The Shrewsbury resident and philanthropist, who died last week in Worcester, left a legacy of service to the town and many non-profit organizations and a desire for lifelong learning. He died Dec. 1 after bouts with cancer and heart problems, said his granddaughter Debra Falzoi.

"I was almost 70 when young people like our grandchildren and son-in-law would talk together about computer stuff that was foreign to me," Donahue wrote in a 1996 letter to Falzoi, his daughter Susan's daughter.

Donahue went on to tell Falzoi what he considered one of his greatest accomplishments.

"I decided to try to find out what it was all about and took a beginners course at Quinsig Community College -- the best basic course I have taken in my life -- like how do you turn a computer on?" he wrote. "I felt like a baby learning to crawl."

Born in Worcester in 1922, Donahue earned degrees from Worcester Polytechnic Institute and Harvard Business School in the 1940s.

"We are never too old to continue to learn -- even at my tender young age of 74," he wrote to Falzoi. "But my mind makes me think I'm a 20-year-old -- with a very short crew cut."

Now 27, Falzoi remembered her grandfather had a great sense of humor, even during his last days in the hospital.

"He was very young in spirit, always joking around," she said.

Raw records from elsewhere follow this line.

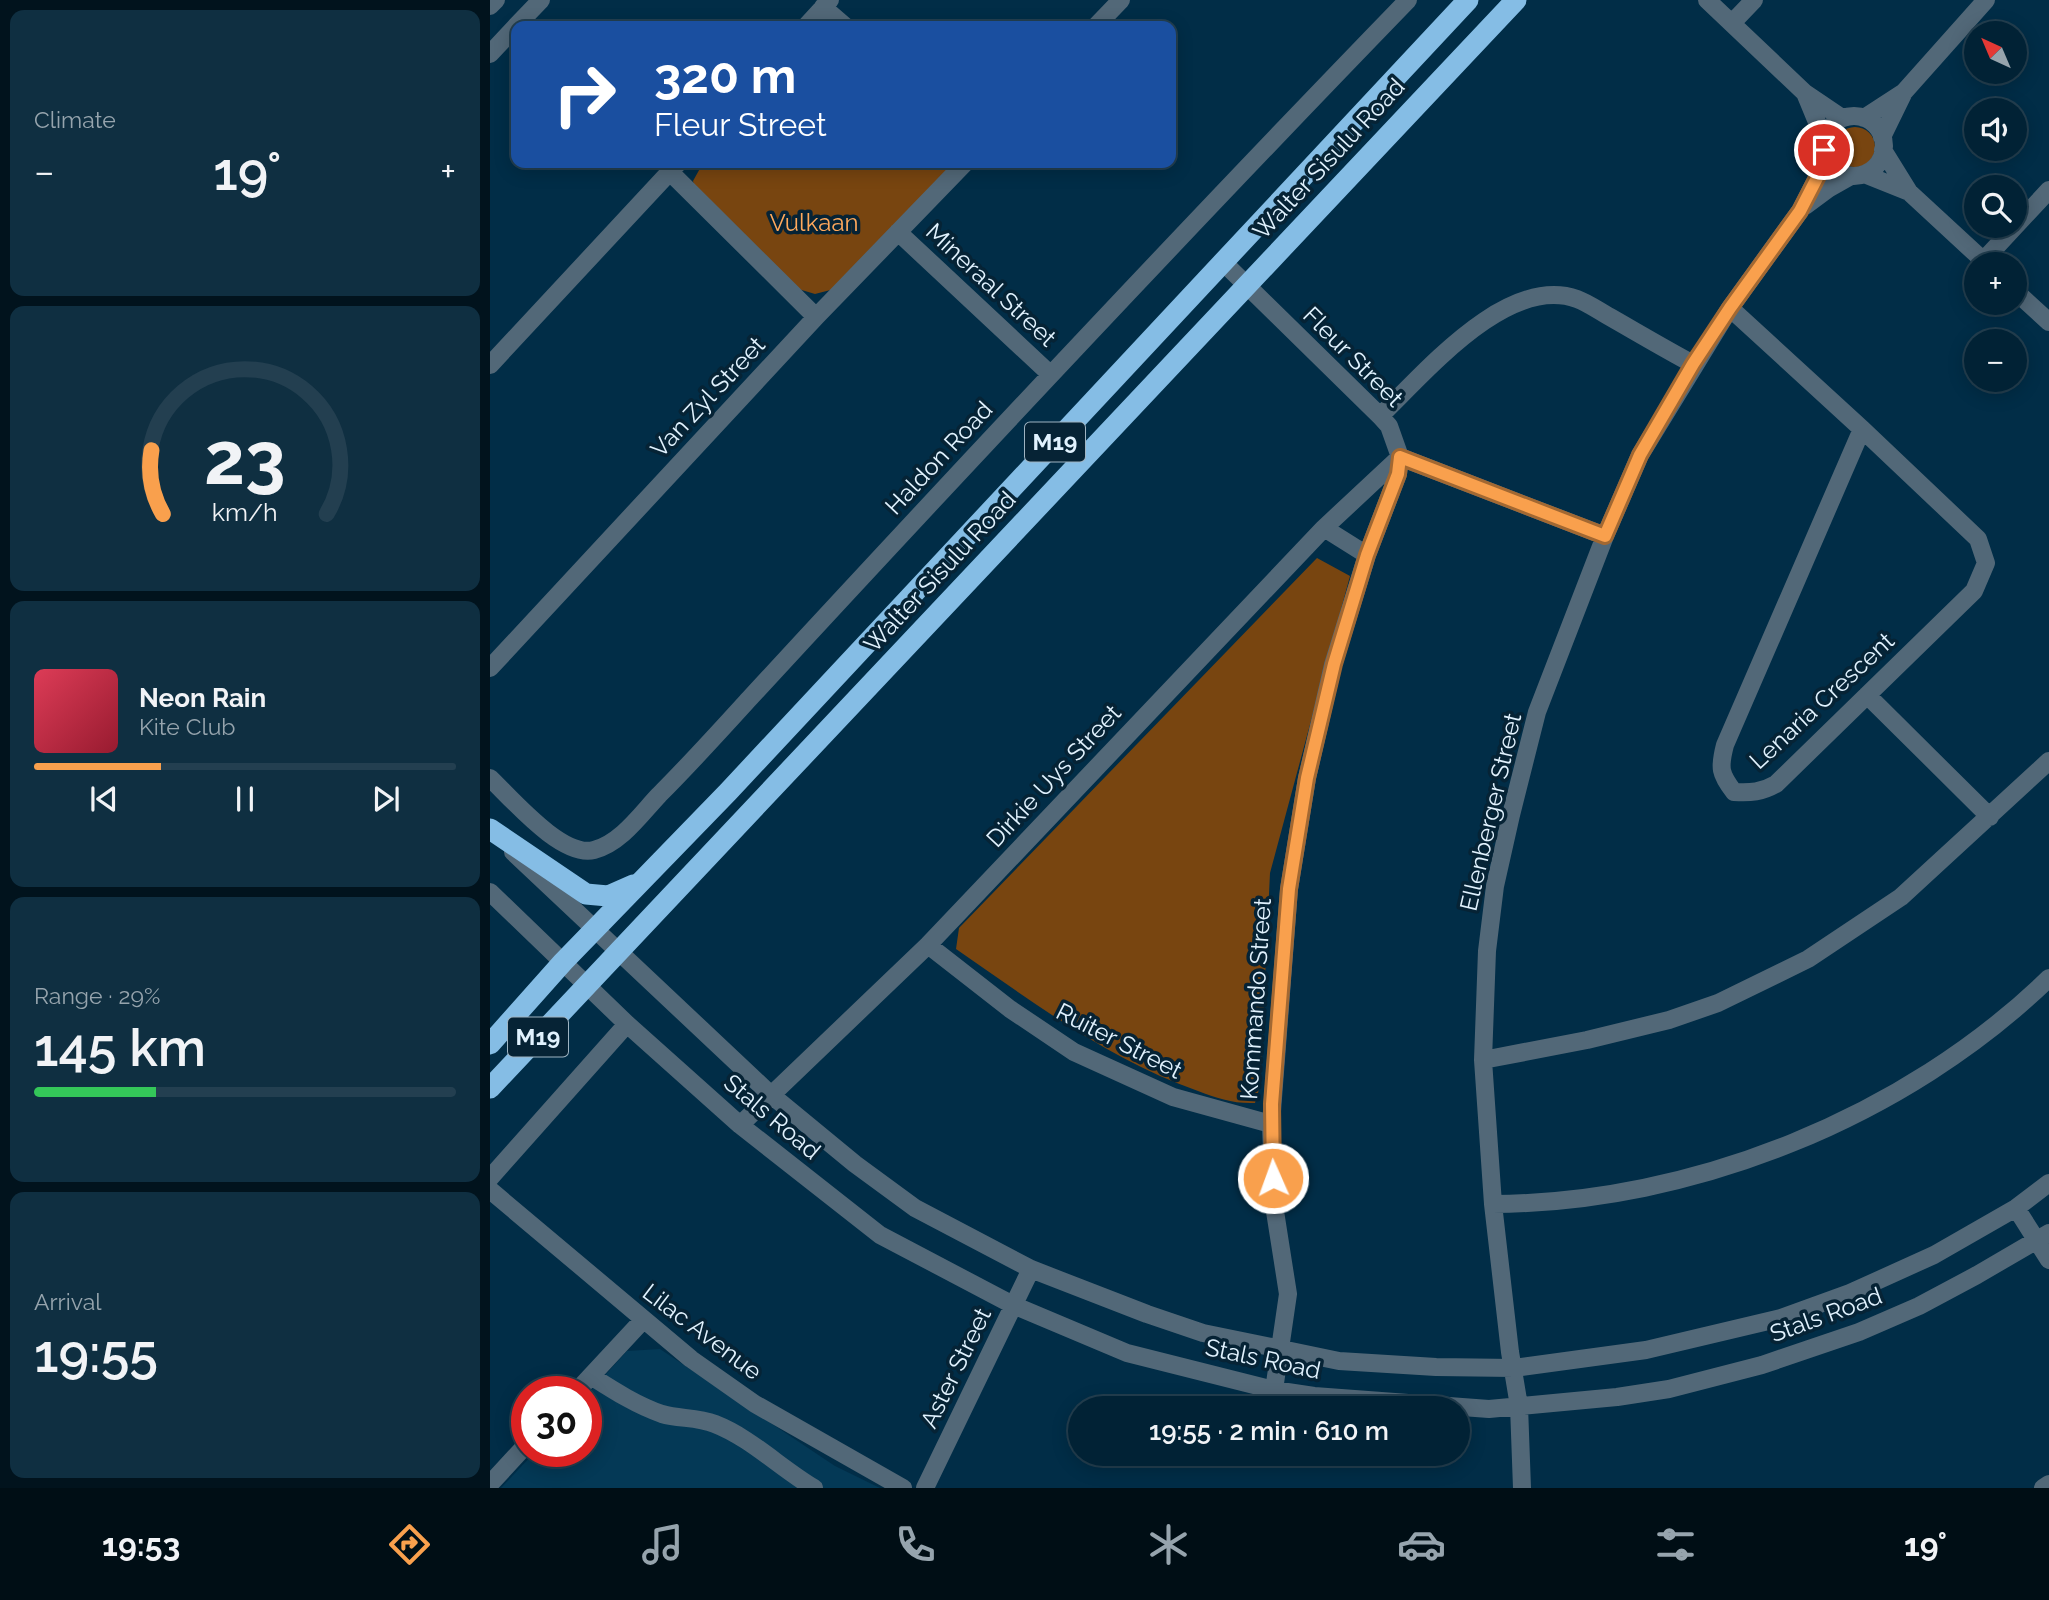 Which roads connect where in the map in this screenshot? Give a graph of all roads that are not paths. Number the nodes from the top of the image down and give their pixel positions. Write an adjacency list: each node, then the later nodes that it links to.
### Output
1 (496, 0): 11 (street)
2 (541, 0): 12 (street)
3 (1121, 0): 15 (street)
4 (1408, 0): 46 (street, Haldon Road)
5 (1471, 0): 16 (highway); 26 (highway, Walter Sisulu Road / M19)
6 (1516, 0): 16 (highway, Walter Sisulu Road / M19)
7 (1707, 0): 17 (street)
8 (1754, 0): 17 (street)
9 (1986, 0): 20 (street)
10 (827, 4): 13 (street); 14 (street)
11 (490, 6)
12 (521, 21)
13 (811, 21)
14 (841, 21)
15 (1101, 21)
16 (1495, 21): 30 (highway, Walter Sisulu Road / M19)
17 (1732, 23): 21 (street)
18 (511, 31): 19 (street)
19 (490, 54)
20 (1904, 92): 23 (street); 24 (street)
21 (1805, 93): 22 (street); 25 (street)
22 (1842, 118): 23 (street); 25 (street)
23 (1864, 118): 24 (street)
24 (1883, 143): 31 (street); 33 (street)
25 (1824, 144): 31 (street); 34 (street, Ellenberger Street)
26 (1328, 150): 30 (highway); 38 (highway, Walter Sisulu Road / M19)
27 (673, 168): 45 (street)
28 (675, 168): 42 (street)
29 (960, 168): 35 (street, Van Zyl Street)
30 (1352, 173): 39 (highway, Walter Sisulu Road / M19)
31 (1858, 175): 33 (street); 34 (street, Ellenberger Street)
32 (2049, 190): 37 (street)
33 (1909, 192): 36 (street)
34 (1800, 211): 41 (street, Ellenberger Street)
35 (898, 232): 42 (street, Van Zyl Street); 46 (street, Mineraal Street)
36 (1974, 252)
37 (1994, 252)
38 (1223, 262): 39 (street, Fleur Street); 49 (highway, Walter Sisulu Road / M19)
39 (1246, 286): 47 (street, Fleur Street); 51 (highway, Walter Sisulu Road / M19)
40 (2027, 302): 43 (street)
41 (1730, 308): 44 (street, Ellenberger Street); 48 (street, Lenaria Crescent)
42 (816, 317): 57 (street, Van Zyl Street)
43 (2049, 322)
44 (1693, 364): 47 (street); 53 (street, Ellenberger Street)
45 (490, 365)
46 (1051, 374): 62 (street, Haldon Road)
47 (1380, 416): 50 (street, Fleur Street)
48 (1862, 429): 58 (street, Lenaria Crescent); 58 (street, Lenaria Crescent)
49 (1055, 442): 51 (highway); 55 (highway, Walter Sisulu Road / M19)
50 (1400, 457): 52 (street, Dirkie Uys Street); 53 (street); 54 (street, Kommando Street)
51 (1078, 464): 56 (highway, Walter Sisulu Road / M19)
52 (1324, 528): 54 (street); 68 (street, Dirkie Uys Street)
53 (1605, 536): 75 (street, Ellenberger Street)
54 (1367, 555): 78 (street, Kommando Street)
55 (893, 615): 56 (highway); 59 (highway, Walter Sisulu Road / M19)
56 (915, 637): 60 (highway, Walter Sisulu Road / M19)
57 (490, 668)
58 (1867, 695): 63 (street)
59 (781, 736): 60 (highway); 65 (highway, Walter Sisulu Road / M19)
60 (803, 756): 69 (highway, Walter Sisulu Road / M19)
61 (2049, 761): 63 (street)
62 (490, 778)
63 (1990, 817): 75 (street)
64 (490, 830): 65 (highway); 67 (street, Stals Road)
65 (639, 883): 67 (highway, Walter Sisulu Road / M19)
66 (490, 892): 70 (street, Stals Road)
67 (594, 931): 69 (street, Stals Road); 70 (highway, Walter Sisulu Road / M19)
68 (928, 945): 77 (street, Dirkie Uys Street); 78 (street, Ruiter Street)
69 (619, 953): 72 (highway, Walter Sisulu Road / M19); 77 (street, Stals Road)
70 (563, 962): 72 (street, Stals Road); 74 (highway, Walter Sisulu Road / M19)
71 (2049, 978): 83 (street)
72 (586, 985): 73 (street, Stals Road); 76 (highway, Walter Sisulu Road / M19)
73 (627, 1024): 79 (street, Stals Road); 80 (street)
74 (490, 1044)
75 (1483, 1060): 83 (street, Ellenberger Street)
76 (490, 1088)
77 (770, 1094): 79 (street, Dirkie Uys Street); 87 (street, Stals Road)
78 (1271, 1124): 90 (street, Kommando Street)
79 (740, 1125): 88 (street, Stals Road)
80 (490, 1178)
81 (2049, 1183): 84 (street, Stals Road)
82 (490, 1190): 89 (street, Lilac Avenue)
83 (1493, 1204): 91 (street, Ellenberger Street)
84 (2016, 1208): 85 (street); 91 (street, Stals Road)
85 (2043, 1237): 86 (street); 95 (street, Stals Road)
86 (2049, 1260)
87 (1031, 1269): 88 (street, Aster Street); 90 (street, Stals Road)
88 (1013, 1305): 94 (street, Stals Road); 101 (street, Aster Street)
89 (643, 1320): 92 (street); 100 (street, Lilac Avenue)
90 (1280, 1348): 91 (street, Stals Road); 94 (street, Kommando Street)
91 (1514, 1367): 95 (street, Ellenberger Street)
92 (591, 1376)
93 (602, 1383): 99 (street)
94 (1274, 1390): 95 (street, Stals Road)
95 (1519, 1406): 102 (street, Ellenberger Street)
96 (511, 1461): 97 (street)
97 (490, 1484)
98 (2049, 1484): 103 (street)
99 (807, 1487)
100 (903, 1488)
101 (925, 1488)
102 (1522, 1488)
103 (2043, 1488) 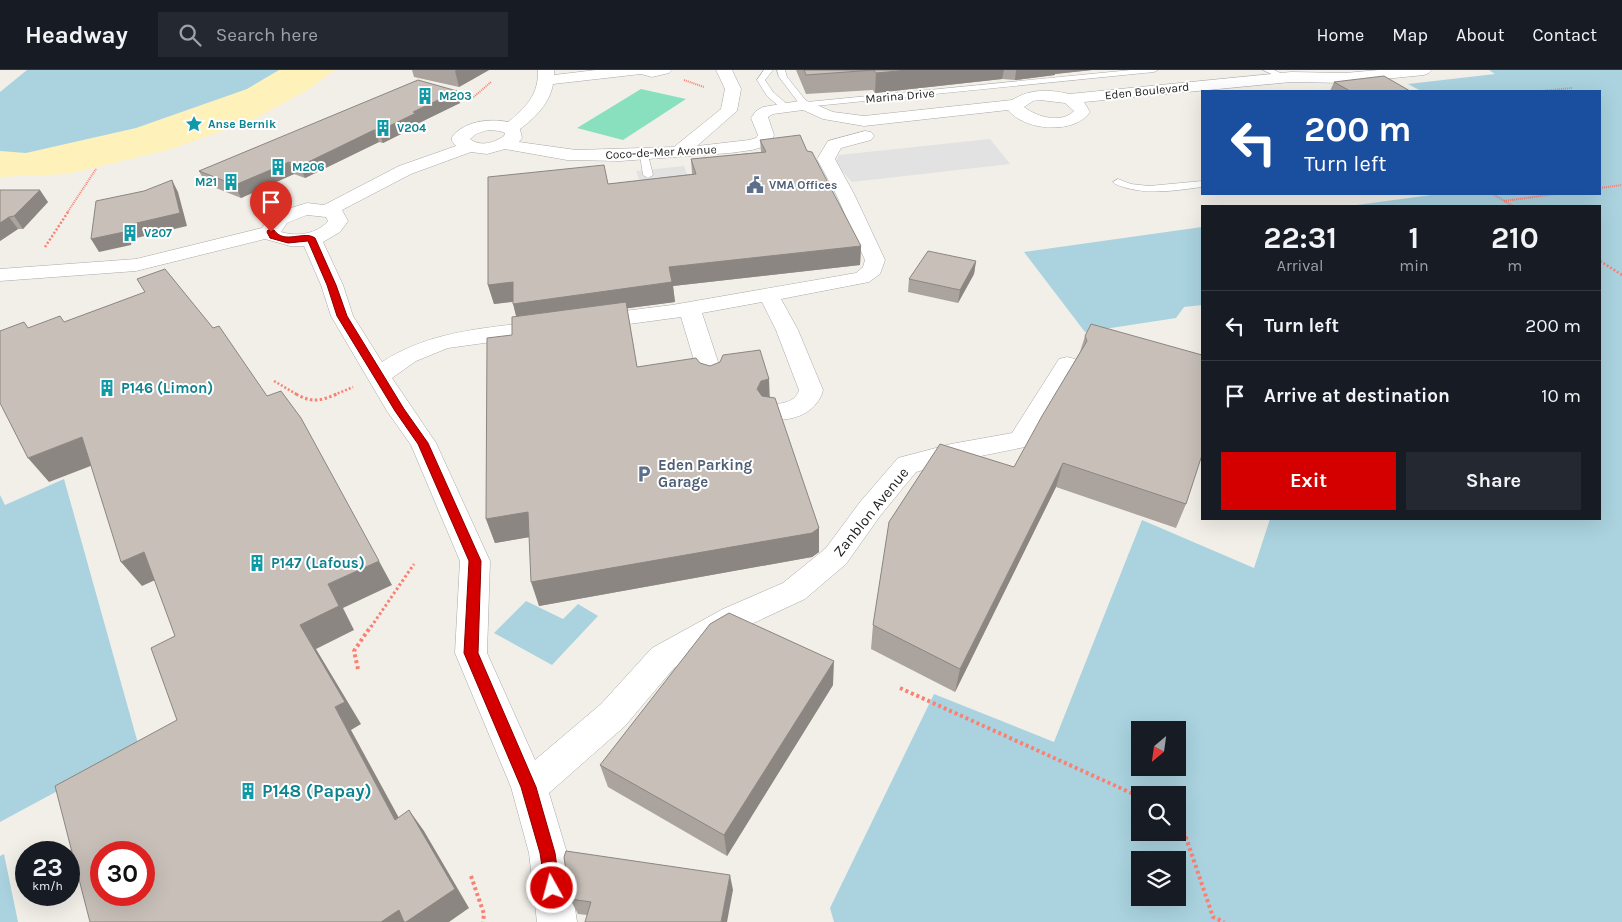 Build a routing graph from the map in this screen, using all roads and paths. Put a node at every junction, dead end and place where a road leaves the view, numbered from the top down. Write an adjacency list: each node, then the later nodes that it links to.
1 (638, 70): 10 (street)
2 (645, 70): 3 (street)
3 (664, 70)
4 (724, 70): 31 (street)
5 (769, 70): 22 (lane)
6 (781, 70): 21 (lane)
7 (1154, 70): 13 (lane, Marina Drive)
8 (1267, 70): 12 (lane)
9 (1424, 70): 12 (street, Eden Boulevard)
10 (547, 75): 24 (street)
11 (491, 82): 20 (path)
12 (1285, 84): 17 (street, Eden Boulevard)
13 (1016, 85): 16 (lane, Marina Drive); 18 (lane)
14 (1572, 88): 15 (path)
15 (1552, 90)
16 (878, 99): 21 (lane, Marina Drive); 25 (street)
17 (1068, 99): 18 (street, Eden Boulevard); 23 (street)
18 (1022, 100): 25 (street, Eden Boulevard); 26 (street)
19 (1201, 100): 23 (street, Eden Boulevard)
20 (469, 102)
21 (805, 105): 22 (street, Marina Drive); 27 (street, Eden Boulevard)
22 (785, 107): 28 (street); 31 (street, Coco-de-Mer Avenue)
23 (1082, 112): 26 (street, Eden Boulevard)
24 (529, 114): 30 (street); 32 (street)
25 (892, 118): 27 (street, Eden Boulevard); 29 (street)
26 (1029, 118): 29 (street, Eden Boulevard)
27 (865, 128): 28 (street); 29 (street, Eden Boulevard); 45 (street)
28 (828, 130): 45 (street)
29 (903, 132)
30 (507, 136): 32 (street, Coco-de-Mer Avenue); 44 (street)
31 (678, 152): 33 (street, Coco-de-Mer Avenue)
32 (574, 155): 33 (street, Coco-de-Mer Avenue)
33 (644, 155): 35 (lane)
34 (96, 168): 49 (path)
35 (648, 175)
36 (1118, 182): 37 (lane)
37 (1201, 184)
38 (1622, 185): 39 (path)
39 (1601, 188)
40 (1494, 195): 42 (path)
41 (1548, 195): 42 (path)
42 (1504, 201): 43 (path)
43 (1511, 205)
44 (328, 210): 46 (street); 47 (street)
45 (856, 218): 52 (street)
46 (271, 232): 47 (street); 49 (street)
47 (311, 238): 55 (street)
48 (1601, 262): 51 (path)
49 (25, 274): 50 (street)
50 (0, 275)
51 (1622, 275)
52 (768, 294): 53 (street); 59 (street)
53 (690, 309): 55 (street); 56 (street)
54 (1067, 364): 63 (street, Zanblon Avenue)
55 (378, 376): 63 (street)
56 (712, 380)
57 (274, 381): 58 (path)
58 (328, 398)
59 (773, 412)
60 (414, 564): 61 (path)
61 (358, 669)
62 (900, 688): 64 (path)
63 (529, 787): 68 (street)
64 (1131, 793)
65 (1186, 838): 69 (path)
66 (471, 876): 67 (path)
67 (483, 922)
68 (557, 922)
69 (1224, 922) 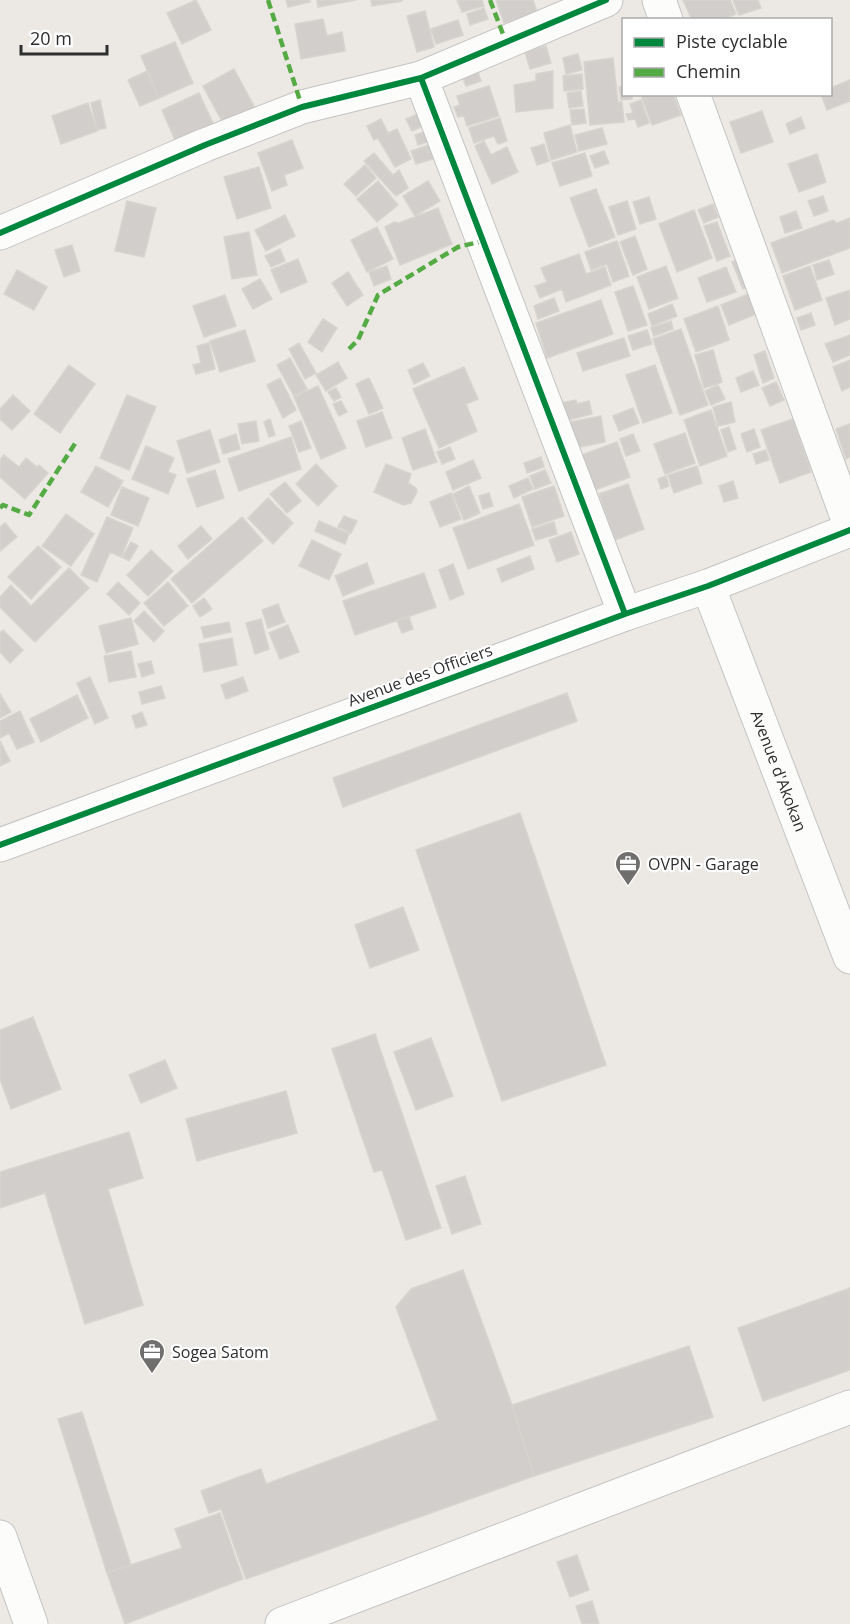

A man of seemingly boundless energy, Donahue served for years with the Shrewsbury Board of Selectmen, Finance Committee, Town Meeting, and Coolidge School PTA. He also found time to volunteer at the First Congregational Church, Rotary Club, Ray Stone American Legion Post, Lions Club, Shrewsbury School Music Association, Historical Society, Lake Quinsigamond Commission, and WPI, his alma mater.

In 1956, he founded Donahue Industries, a Shrewsbury metal manufacturing firm. That was followed by an exporting company, Donahue International in 1967 and a securities investment firm, IJD Inc. in 1974. Her grandfather's high standards are what Falzoi said she will remember most
about him.

"When he started his business he was very goal-oriented," she said. "Every kind of milestone I'd go through, he'd sit me down and talk me through my goals and get me thinking based on those."

Thanks to the encouragement he gave her and her two siblings, Falzoi said, she started her own Web site design business last year. "He was always stressing the importance of getting to know ourselves, what was important to us," she said.

After his discharge from the U.S. Navy in 1946, Donahue married Barbara May Grant of Athol. The couple had two daughters, Susan and Judith, and three grandchildren, Laurie, Debra, and Curtis. Susan is a substitute schoolteacher in Northborough elementary schools, and Judith took over from
her father as president of Donahue Industries.

Donahue is probably best known in town for the rowing center on North Quinsigamond Avenue that bears his name. He and Barbara added to a state and federal grant to build the rowing center, which opened in 1993. The couple offered another $700,000 to build a 9,000-square-foot addition, making the Donahue Rowing Center the largest in the country devoted exclusively to rowing, Donahue had said at the expansion's September 2002 opening.

At that time Donahue only said, "I've been very fortunate to be able to be successful in business."
Donahue began rowing at Shrewsbury High School in 1938, the year after the school introduced rowing as a sport. He continued rowing as a student at WPI from 1941 to 1943.

"Then I went on another type of boat -- a destroyer in the Pacific," he quipped. "We didn't use oars."

Shrewsbury Parks and Recreation Director Angela Snell said it was hard to imagine what the town would be like without Donahue.

"Probably his love for the community and the sport of rowing," said Snell when asked what she would most remember about him. "Without him, there wouldn't be a rowing center."